--- RECORDS SHOWN Enclosed Below ---
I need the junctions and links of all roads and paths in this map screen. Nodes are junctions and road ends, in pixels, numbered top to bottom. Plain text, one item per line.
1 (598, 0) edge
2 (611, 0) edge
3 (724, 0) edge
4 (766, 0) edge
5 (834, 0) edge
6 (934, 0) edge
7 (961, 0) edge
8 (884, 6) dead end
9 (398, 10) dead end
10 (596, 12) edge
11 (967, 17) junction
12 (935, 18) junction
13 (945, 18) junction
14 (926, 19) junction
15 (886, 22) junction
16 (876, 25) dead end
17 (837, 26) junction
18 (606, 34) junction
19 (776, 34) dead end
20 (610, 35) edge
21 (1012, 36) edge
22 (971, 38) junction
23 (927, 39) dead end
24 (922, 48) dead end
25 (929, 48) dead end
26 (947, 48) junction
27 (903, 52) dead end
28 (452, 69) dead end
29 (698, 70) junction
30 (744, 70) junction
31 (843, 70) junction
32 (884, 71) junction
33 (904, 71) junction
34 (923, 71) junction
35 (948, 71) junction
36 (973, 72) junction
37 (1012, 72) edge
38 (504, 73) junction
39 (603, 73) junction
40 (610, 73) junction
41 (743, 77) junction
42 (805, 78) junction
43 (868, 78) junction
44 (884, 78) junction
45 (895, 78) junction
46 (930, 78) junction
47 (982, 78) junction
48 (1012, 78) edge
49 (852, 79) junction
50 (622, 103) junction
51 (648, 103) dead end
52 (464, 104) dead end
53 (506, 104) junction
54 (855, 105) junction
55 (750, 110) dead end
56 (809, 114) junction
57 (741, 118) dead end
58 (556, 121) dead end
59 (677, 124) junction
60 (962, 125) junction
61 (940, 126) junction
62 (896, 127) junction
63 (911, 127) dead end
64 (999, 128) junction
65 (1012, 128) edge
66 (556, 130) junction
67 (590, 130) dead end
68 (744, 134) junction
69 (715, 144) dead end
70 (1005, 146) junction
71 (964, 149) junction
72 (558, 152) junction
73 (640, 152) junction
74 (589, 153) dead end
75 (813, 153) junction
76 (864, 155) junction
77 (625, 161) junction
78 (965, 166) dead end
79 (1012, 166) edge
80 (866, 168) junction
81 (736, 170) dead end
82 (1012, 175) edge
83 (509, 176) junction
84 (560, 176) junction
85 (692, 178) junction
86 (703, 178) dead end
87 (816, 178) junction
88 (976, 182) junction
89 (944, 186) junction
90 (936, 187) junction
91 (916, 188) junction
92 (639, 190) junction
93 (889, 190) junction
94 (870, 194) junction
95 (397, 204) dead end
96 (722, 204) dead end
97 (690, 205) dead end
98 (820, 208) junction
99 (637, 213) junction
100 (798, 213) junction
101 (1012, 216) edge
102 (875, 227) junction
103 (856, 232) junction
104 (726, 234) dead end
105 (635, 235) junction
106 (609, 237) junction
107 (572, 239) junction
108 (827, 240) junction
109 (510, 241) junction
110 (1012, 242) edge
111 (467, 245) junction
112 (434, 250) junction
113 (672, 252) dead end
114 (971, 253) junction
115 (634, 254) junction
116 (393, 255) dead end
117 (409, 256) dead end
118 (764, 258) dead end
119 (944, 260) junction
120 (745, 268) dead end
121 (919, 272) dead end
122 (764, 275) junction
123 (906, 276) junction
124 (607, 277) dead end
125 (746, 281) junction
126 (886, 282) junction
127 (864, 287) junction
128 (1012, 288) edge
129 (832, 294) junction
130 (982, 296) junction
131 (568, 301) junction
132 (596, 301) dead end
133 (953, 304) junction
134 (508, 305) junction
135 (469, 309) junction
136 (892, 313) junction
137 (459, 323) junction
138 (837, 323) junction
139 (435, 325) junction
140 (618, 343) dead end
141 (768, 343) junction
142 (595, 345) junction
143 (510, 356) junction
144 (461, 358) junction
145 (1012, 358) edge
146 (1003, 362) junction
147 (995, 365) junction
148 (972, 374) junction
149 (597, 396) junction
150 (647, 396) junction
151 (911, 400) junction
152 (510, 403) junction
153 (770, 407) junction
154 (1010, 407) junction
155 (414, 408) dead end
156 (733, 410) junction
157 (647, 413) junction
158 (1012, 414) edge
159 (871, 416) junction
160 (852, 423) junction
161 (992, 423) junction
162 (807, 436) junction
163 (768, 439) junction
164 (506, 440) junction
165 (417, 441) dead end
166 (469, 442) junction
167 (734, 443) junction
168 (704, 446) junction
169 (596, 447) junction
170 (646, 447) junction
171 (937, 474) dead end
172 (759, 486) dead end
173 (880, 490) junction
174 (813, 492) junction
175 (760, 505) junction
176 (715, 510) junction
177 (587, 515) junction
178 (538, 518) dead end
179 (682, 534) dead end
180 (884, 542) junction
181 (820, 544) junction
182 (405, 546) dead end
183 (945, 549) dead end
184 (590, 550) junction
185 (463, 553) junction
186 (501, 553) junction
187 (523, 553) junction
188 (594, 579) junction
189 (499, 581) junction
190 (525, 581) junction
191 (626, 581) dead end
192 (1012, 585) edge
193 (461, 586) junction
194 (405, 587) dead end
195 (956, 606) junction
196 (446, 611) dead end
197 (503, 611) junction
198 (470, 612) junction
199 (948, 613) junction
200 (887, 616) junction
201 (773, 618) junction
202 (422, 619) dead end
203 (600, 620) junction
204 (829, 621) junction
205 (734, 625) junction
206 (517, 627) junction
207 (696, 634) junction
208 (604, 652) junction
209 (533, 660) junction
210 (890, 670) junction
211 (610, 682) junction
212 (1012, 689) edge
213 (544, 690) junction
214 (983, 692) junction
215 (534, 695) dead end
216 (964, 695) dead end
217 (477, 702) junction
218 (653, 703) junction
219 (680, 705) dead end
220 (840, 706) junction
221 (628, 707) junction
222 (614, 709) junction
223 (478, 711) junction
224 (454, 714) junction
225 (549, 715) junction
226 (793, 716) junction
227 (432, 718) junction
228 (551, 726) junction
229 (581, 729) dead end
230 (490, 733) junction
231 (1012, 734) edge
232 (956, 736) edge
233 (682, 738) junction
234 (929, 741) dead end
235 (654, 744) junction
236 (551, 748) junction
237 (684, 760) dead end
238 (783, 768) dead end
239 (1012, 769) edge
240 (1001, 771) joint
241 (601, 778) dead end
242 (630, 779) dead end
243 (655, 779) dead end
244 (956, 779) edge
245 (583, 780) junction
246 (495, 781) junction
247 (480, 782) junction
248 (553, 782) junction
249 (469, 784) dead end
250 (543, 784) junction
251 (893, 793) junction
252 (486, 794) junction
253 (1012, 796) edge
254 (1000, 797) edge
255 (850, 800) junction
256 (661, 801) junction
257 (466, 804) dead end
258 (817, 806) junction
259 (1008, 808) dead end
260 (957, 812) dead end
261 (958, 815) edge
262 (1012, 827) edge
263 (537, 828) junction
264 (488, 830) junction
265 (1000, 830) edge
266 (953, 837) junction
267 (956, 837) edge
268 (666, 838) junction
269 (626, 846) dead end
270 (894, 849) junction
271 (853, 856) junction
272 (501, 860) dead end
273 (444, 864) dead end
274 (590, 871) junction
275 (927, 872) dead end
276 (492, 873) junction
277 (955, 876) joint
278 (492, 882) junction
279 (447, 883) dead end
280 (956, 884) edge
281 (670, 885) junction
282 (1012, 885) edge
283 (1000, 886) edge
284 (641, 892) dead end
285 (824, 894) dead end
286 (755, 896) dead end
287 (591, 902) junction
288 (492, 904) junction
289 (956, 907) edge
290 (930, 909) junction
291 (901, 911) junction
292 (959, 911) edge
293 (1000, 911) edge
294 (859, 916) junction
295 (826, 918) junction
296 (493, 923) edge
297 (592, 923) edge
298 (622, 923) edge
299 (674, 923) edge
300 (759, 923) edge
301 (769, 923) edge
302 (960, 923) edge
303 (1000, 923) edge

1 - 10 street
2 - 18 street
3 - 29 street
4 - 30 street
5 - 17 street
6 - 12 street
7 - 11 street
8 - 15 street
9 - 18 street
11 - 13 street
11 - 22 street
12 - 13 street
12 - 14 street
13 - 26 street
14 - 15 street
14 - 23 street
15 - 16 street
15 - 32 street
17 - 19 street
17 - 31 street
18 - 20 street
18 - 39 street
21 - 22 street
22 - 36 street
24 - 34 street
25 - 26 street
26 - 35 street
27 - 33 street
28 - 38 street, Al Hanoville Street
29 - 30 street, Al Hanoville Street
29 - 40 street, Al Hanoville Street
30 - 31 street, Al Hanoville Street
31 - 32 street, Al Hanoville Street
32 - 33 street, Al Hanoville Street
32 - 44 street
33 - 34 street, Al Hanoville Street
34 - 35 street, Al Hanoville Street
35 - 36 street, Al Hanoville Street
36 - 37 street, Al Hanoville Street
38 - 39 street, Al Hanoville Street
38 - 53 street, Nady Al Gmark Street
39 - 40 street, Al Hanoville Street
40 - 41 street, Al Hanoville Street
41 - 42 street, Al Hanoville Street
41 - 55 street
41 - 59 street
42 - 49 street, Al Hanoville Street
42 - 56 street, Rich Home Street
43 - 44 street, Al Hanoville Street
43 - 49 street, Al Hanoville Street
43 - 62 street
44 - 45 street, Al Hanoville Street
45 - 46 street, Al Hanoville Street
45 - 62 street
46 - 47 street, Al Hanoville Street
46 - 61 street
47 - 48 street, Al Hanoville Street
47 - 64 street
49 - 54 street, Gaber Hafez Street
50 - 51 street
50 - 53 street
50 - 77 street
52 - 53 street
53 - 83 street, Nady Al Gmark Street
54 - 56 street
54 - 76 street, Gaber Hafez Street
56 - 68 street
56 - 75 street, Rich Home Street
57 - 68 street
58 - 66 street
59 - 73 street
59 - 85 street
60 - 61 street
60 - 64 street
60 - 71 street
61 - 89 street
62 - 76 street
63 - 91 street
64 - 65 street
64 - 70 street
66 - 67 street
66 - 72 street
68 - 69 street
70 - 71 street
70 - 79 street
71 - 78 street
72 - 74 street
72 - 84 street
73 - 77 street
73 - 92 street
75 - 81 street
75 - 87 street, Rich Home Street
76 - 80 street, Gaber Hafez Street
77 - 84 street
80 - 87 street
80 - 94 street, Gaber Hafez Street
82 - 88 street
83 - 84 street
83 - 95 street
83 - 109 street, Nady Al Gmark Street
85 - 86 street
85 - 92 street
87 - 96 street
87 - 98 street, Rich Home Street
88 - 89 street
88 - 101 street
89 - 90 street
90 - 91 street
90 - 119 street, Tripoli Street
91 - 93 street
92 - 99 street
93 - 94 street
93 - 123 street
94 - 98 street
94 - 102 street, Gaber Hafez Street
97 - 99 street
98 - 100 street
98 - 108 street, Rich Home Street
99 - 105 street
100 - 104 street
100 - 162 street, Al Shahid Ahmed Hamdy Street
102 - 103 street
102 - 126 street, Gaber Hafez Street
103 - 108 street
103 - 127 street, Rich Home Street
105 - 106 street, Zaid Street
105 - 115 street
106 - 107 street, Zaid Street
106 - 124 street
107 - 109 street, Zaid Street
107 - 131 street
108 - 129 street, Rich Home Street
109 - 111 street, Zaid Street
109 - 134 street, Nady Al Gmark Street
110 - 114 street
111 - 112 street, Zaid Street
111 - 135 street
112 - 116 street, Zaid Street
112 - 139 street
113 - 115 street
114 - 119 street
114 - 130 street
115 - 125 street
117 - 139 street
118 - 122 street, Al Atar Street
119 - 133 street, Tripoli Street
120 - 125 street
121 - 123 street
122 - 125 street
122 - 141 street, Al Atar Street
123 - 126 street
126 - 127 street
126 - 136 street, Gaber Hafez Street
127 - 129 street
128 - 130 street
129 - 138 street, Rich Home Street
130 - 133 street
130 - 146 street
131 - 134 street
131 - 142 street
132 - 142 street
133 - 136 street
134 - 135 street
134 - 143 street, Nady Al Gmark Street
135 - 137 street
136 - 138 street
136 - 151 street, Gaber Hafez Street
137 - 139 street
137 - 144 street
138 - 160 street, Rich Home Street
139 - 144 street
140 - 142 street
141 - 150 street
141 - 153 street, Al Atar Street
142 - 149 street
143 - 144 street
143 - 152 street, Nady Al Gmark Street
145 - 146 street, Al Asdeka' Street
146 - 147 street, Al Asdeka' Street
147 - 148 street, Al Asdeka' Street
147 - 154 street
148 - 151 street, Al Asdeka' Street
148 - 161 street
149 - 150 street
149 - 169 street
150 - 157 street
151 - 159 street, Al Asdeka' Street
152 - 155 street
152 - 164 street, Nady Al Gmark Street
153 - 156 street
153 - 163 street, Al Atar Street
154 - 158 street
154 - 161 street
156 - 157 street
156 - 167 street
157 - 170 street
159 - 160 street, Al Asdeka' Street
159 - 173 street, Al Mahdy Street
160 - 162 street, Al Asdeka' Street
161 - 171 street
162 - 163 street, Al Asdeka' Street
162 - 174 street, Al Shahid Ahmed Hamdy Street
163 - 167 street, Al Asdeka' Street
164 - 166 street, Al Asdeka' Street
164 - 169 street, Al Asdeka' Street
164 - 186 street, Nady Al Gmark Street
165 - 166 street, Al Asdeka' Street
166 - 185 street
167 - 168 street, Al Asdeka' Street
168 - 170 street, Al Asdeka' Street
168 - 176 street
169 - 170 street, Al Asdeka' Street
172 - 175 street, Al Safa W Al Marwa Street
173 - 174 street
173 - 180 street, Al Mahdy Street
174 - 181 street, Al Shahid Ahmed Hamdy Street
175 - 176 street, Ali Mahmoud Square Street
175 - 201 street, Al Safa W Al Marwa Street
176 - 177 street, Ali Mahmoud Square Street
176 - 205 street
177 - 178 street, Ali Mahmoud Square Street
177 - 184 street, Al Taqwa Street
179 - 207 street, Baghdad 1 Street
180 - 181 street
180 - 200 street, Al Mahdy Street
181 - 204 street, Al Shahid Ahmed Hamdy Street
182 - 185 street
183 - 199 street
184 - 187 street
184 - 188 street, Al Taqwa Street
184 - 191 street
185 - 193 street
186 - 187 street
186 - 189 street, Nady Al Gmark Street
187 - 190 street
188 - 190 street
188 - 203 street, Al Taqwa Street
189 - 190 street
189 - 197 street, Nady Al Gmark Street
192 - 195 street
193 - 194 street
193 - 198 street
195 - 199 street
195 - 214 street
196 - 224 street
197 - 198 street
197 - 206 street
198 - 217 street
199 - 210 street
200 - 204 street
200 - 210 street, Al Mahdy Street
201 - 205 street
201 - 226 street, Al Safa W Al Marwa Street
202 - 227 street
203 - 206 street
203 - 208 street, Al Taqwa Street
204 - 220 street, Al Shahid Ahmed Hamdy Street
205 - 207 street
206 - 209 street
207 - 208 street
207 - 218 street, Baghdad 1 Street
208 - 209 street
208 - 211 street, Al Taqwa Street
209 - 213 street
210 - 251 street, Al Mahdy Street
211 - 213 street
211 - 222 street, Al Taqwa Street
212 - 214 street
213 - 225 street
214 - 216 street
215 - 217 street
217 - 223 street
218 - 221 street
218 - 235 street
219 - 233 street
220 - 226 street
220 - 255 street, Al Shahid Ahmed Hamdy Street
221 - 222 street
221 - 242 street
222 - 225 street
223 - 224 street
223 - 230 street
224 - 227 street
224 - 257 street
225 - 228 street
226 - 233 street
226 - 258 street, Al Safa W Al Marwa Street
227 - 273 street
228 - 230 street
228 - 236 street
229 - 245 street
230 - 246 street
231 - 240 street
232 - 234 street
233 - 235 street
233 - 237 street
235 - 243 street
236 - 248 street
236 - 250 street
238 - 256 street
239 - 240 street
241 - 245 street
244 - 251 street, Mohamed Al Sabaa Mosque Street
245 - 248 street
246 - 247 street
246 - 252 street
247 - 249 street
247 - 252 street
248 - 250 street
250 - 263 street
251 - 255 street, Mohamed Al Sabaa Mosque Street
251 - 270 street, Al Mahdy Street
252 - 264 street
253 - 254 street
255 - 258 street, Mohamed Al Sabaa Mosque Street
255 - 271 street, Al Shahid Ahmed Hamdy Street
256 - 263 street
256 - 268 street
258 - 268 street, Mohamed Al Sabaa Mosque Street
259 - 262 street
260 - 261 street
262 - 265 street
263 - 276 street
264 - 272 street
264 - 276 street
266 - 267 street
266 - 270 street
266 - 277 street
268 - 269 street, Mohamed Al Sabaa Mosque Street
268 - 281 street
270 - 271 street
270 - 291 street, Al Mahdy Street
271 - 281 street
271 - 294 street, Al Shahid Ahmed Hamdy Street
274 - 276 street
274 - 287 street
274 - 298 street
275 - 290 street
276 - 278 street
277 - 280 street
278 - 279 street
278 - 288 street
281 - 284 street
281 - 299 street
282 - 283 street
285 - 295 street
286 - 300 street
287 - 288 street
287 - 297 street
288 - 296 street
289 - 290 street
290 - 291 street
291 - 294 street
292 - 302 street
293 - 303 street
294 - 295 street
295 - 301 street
--- End of Enclosed RECORDS SHOWN ---
» **EXERCISE DESCRIPTION**:
Gather each line from the entries above that includes the word "Gaber".

» **EXERCISE ANSWER**:
49 - 54 street, Gaber Hafez Street
54 - 76 street, Gaber Hafez Street
76 - 80 street, Gaber Hafez Street
80 - 94 street, Gaber Hafez Street
94 - 102 street, Gaber Hafez Street
102 - 126 street, Gaber Hafez Street
126 - 136 street, Gaber Hafez Street
136 - 151 street, Gaber Hafez Street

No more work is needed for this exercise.